Numerical study of the impact of operating modes and design parameters of a low-thrust thermocatalytic liquid-propellant rocket engine on its thermal state during operation

Аuthors

Tsyrendorzhiev E. S.

State Scientific Center of the Russian Federation “Keldysh Research Center”, Moscow, Russia

e-mail: tsyrendorzhiev.es@gmail.com

Abstract

The study presents a numerical investigation of thermal processes occurring in the combustion chamber of a low-thrust liquid-propellant thermocatalytic rocket engine. The research focuses on understanding how various operational and design parameters influence heat accumulation and distribution within the porous catalyst bed which plays a critical role in the efficiency and reliability of such propulsion systems.

A detailed physical mathematical model of unsteady filtration combustion using Representative Elementary Volume approach was employed.

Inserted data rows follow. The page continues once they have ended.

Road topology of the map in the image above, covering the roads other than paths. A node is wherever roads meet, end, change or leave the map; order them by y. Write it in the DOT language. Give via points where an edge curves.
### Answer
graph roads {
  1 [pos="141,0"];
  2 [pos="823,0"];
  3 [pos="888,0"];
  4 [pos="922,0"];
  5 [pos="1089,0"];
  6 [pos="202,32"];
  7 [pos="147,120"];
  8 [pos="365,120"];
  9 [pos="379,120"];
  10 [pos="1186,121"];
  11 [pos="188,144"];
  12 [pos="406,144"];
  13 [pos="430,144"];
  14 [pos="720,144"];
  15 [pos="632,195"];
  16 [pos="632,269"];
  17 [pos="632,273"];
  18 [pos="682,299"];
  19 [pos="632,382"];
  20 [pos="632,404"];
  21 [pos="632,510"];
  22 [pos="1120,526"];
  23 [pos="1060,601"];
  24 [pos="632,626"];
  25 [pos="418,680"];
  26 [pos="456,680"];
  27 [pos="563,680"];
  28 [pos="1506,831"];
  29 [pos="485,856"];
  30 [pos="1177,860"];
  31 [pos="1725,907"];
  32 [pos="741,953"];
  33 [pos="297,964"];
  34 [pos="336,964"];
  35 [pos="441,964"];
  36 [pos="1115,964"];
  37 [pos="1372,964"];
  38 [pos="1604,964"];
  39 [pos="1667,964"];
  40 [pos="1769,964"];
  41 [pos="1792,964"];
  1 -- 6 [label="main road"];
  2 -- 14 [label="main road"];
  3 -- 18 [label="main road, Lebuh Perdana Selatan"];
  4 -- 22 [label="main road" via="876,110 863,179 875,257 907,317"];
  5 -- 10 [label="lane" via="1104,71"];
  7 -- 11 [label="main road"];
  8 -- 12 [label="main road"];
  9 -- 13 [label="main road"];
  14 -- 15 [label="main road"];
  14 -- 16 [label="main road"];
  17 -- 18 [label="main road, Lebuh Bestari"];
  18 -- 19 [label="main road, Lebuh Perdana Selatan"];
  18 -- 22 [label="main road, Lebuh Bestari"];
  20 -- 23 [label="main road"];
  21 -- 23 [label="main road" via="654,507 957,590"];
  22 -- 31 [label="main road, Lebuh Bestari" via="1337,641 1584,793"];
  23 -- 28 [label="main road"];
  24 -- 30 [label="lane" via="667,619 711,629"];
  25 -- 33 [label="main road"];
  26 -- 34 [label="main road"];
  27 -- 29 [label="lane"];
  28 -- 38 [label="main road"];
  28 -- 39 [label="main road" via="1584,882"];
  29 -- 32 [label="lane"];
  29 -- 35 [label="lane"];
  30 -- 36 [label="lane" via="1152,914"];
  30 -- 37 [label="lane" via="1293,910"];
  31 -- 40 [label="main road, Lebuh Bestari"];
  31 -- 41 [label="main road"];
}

The model accounts for both homogeneous and heterogeneous chemical reactions, as well as heat and mass transfer phenomena between internal and surface gas phases, and the porous matrix. The simulations were performed using the OpenFOAM computational platform leveraging the finite volume method and PISO/SIMPLE algorithms for pressure-velocity coupling and transient flow resolution.

Numerical experiments demonstrate that increasing the initial temperature of the porous catalyst bed reduces the rate of the thermal energy accumulation and limits peak temperature due to proximity to adiabatic temperature of the monofuel decomposition. The relationship between propellant mass flow rate and accumulated energy is found to be nonlinear: exceeding a critical threshold additional increases in flow rate yield diminishing returns due to convective heat losses and limited heat transfer efficiency in the reaction zone. Variation in bed porosity reveals an optimal range where both decomposition efficiency and heat retention are maximized. Lower porosity enhances reaction intensity but reduces the medium’s ability to retain heat, whereas higher porosity improves heat storage but can lead to inefficient decomposition. The study also explores the effect of fuel injection schedules. Results indicate that pulsed operation leads to strong thermo-cycling loading of the catalyst bed, potentially accelerating material degradation and reduce operational lifespan.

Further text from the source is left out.